ACTION ITEM
Write out each record below exactly as it appears, with no pictures.
BEGIN RECORDS TO PROCESS
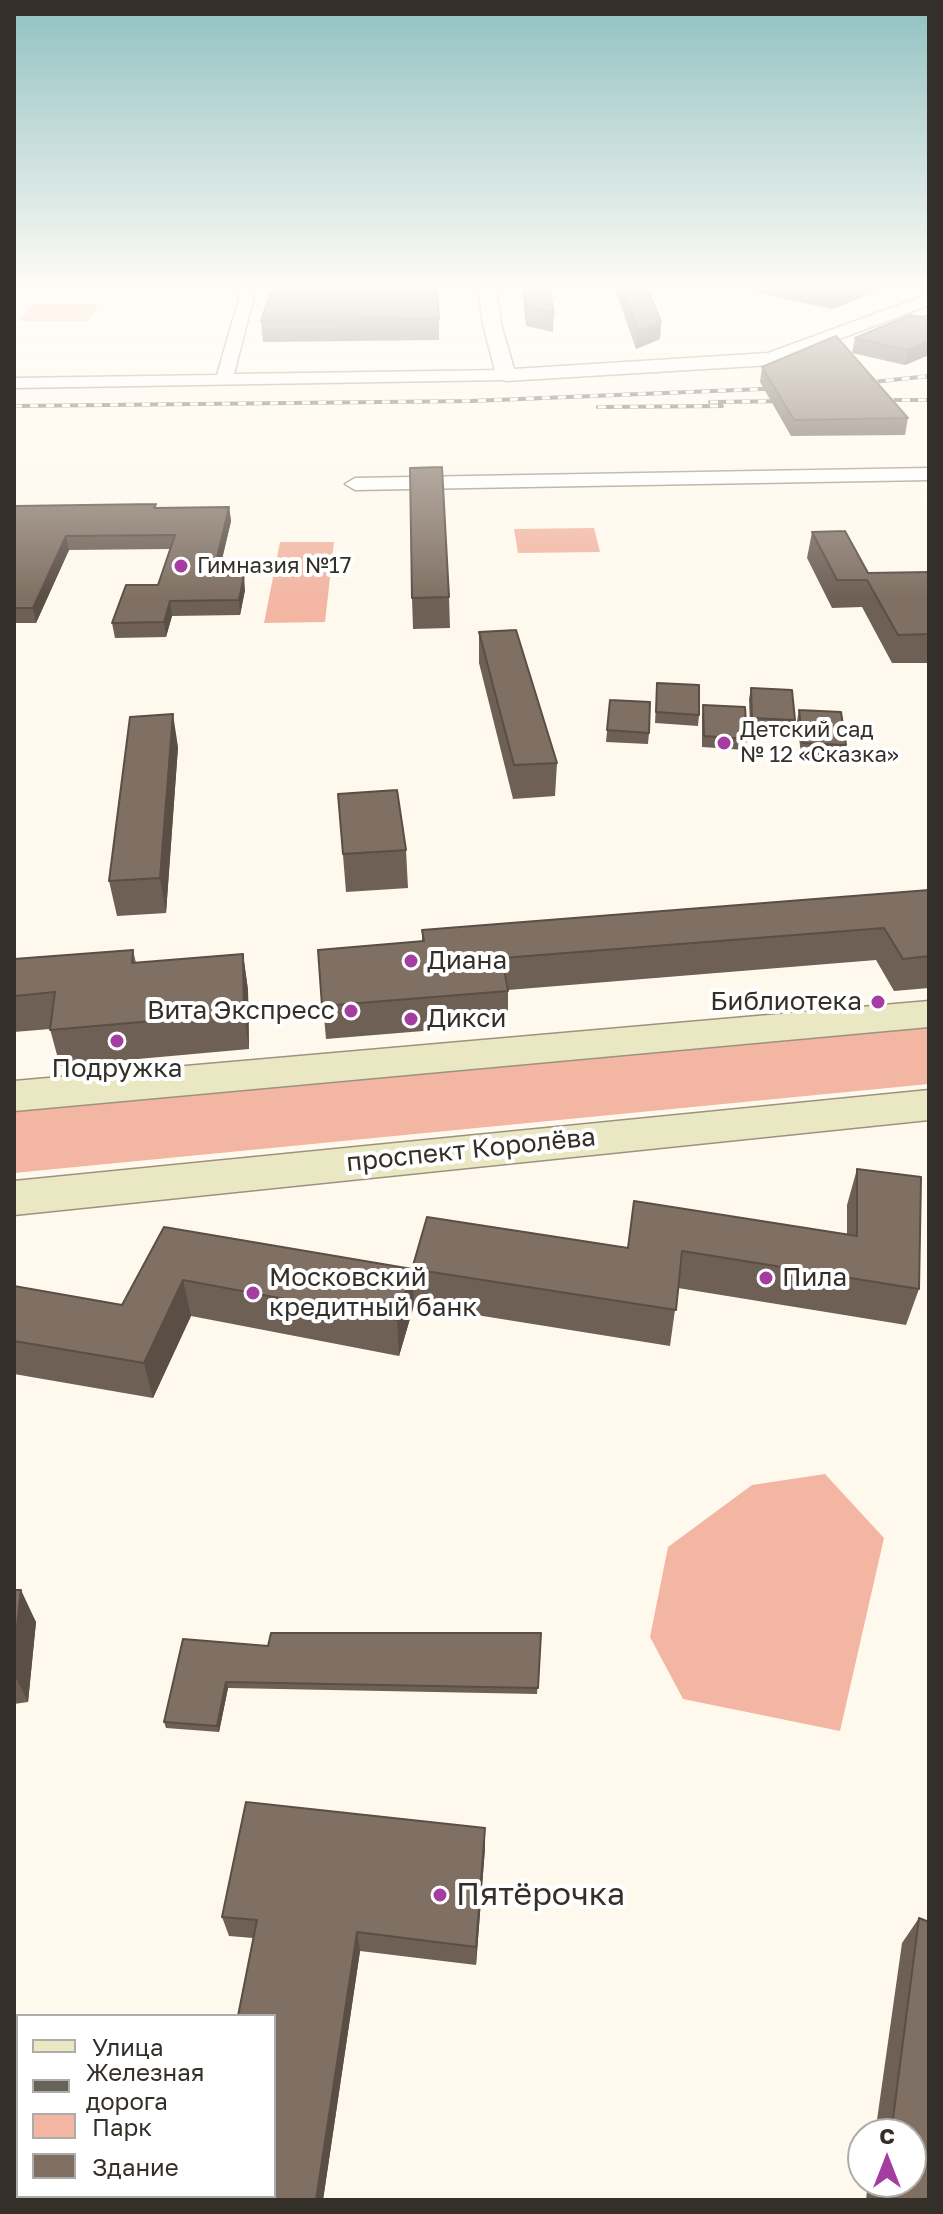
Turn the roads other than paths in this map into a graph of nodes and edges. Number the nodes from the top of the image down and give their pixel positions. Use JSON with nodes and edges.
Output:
{"nodes":[{"id":1,"x":929,"y":474,"type":"edge"},
{"id":2,"x":355,"y":484,"type":"dead end"},
{"id":3,"x":929,"y":1014,"type":"edge"},
{"id":4,"x":14,"y":1096,"type":"edge"},
{"id":5,"x":929,"y":1105,"type":"edge"},
{"id":6,"x":14,"y":1198,"type":"edge"}],
"edges":[{"from":1,"to":2,"type":"street"},
{"from":3,"to":4,"type":"main road"},
{"from":5,"to":6,"type":"main road","name":"проспект Королёва"}]}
END RECORDS TO PROCESS
SOLVED EXERCISE
Turn the roads other than paths in this map into a graph of nodes and edges. Number the nodes from the top of the image down and give their pixel positions. Use JSON with nodes and edges.
Output:
{"nodes":[{"id":1,"x":929,"y":474,"type":"edge"},
{"id":2,"x":355,"y":484,"type":"dead end"},
{"id":3,"x":929,"y":1014,"type":"edge"},
{"id":4,"x":14,"y":1096,"type":"edge"},
{"id":5,"x":929,"y":1105,"type":"edge"},
{"id":6,"x":14,"y":1198,"type":"edge"}],
"edges":[{"from":1,"to":2,"type":"street"},
{"from":3,"to":4,"type":"main road"},
{"from":5,"to":6,"type":"main road","name":"проспект Королёва"}]}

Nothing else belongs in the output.